Ever since heavy rains hit the region last September, homeowners in Dairy Lane, Houghton, have been demanding improvements to the estate to prevent the ongoing problems.
Residents claim poor drainage means there is nowhere for the floodwaters to go, and it is not unusual to see firefighters on the estate having to pump away excess water.
Now, they have met Bridget Phillipson, Houghton and Sunderland South MP, to discuss the problem.
Anne Bailes, 66, of Longacre, said: “My garage and garden were flooded, but it didn’t get into the house. The backstreet was all flooded as well, you couldn’t even get cars out.
“It just comes out of the drains. I’ve been here 20 years, my neighbour has been here for 40, and we’ve never seen flooding like this. There’s just nowhere for the water to go.
“The drainage is horrible here, the pipes are too small to hold all of the water.
“The fire brigade sometimes come down to pump away the water, but most people here have their own pumps now. For the first time in September, it came over the front step. It just happens so quick.
“Last weekend it was really frightening, next door were nearly flooded out again, but it’s happened that many times now. Everyone just panics now when it rains.
“You just can’t sleep. I bought two floodgates to protect the house, one in the front and one for the conservatory.”
Ms Phillipson has been contacting agencies to see what efforts are underway to solve the problems.
She said: “Residents from Longacre and Airey’s Close, Dairy Lane came to see me to discuss the problems they have had with flooding in the homes and gardens.
“I fully appreciate how distressing it is to have your home flooded, and understand the difficulties the residents have experienced.
“Unfortunately, the cause of flooding in the Dairy Lane area is not straightforward and, therefore, it is essential that the agencies with responsibility for reducing the flood risk to these properties are working closely together.”
Ms Phillipson says she is aware this is an ongoing problem that has yet to be resolved.

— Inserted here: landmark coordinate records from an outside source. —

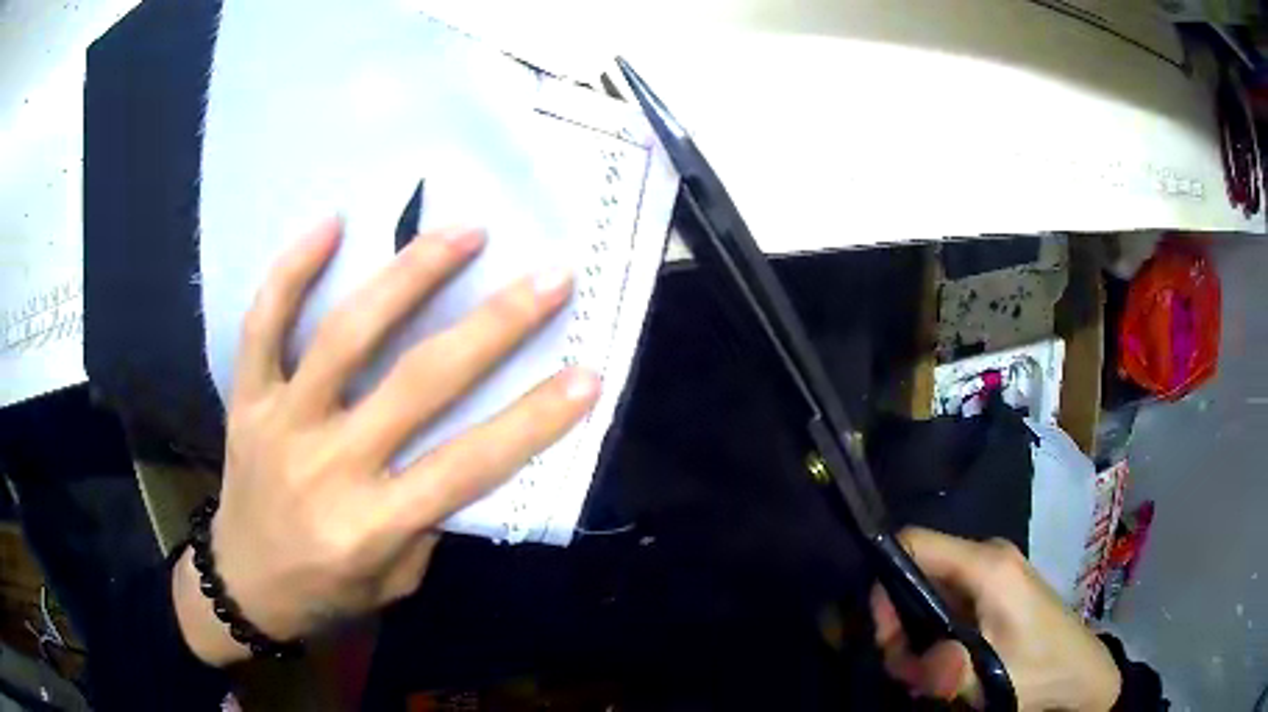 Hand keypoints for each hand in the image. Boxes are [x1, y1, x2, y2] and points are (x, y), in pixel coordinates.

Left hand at [174, 218, 599, 665]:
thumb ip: (428, 516)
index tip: (586, 374)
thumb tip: (462, 438)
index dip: (533, 421)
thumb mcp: (395, 580)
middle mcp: (327, 466)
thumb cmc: (326, 591)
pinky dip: (293, 271)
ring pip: (344, 335)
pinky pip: (264, 325)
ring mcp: (280, 423)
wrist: (242, 585)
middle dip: (494, 327)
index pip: (467, 466)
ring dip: (408, 276)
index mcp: (370, 525)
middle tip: (549, 278)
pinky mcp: (247, 399)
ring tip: (463, 232)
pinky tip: (332, 223)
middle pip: (417, 384)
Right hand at [871, 528, 1121, 710]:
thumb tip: (907, 654)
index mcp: (987, 565)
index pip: (913, 542)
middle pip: (916, 573)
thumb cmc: (1039, 670)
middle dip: (899, 624)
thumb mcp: (988, 679)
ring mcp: (993, 571)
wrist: (1081, 674)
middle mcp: (987, 556)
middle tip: (907, 670)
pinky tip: (945, 665)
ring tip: (927, 676)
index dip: (883, 581)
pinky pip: (947, 601)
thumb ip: (943, 667)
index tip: (880, 632)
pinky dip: (934, 634)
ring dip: (916, 637)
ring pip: (929, 592)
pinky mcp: (996, 589)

She added: “I’m disappointed some residents have again experienced flooding, but I know the agencies are working together to reduce any future risk.” Mike Madine, Northumbrian Water’s sewerage manager, said: “It is vital that a partnership approach to reduce flooding in this area is taken, and we want to assure residents that we have been working closely with the Environment Agency and Sunderland City Council.
“Since September 2012, we have carried out extensive CCTV surveys in this area, cleansed part of our sewer network and carried out work to increase the speed that surface water is released from our surface water sewer into Moors Burn by the installation of a new flap valve in times of heavy rainfall.
“We are currently carrying out a detailed study to understand how our sewer network in this area copes in different weather conditions. The results of this study, due at the beginning of September, will determine our next actions.”
Marie Fallon, area manager for the North East branch of the Environment Agency, said: “There is further investigations needed at Dairy Lane but we are working with Northumbrian Water to look into this.
“The problems relate to the sewers and field drains. Some work has taken place already. However, it is quite a complex issue. The rain last week showed the work that has so far taken place is working. We are currently waiting for Northumbrian Water to finish their investigation works.”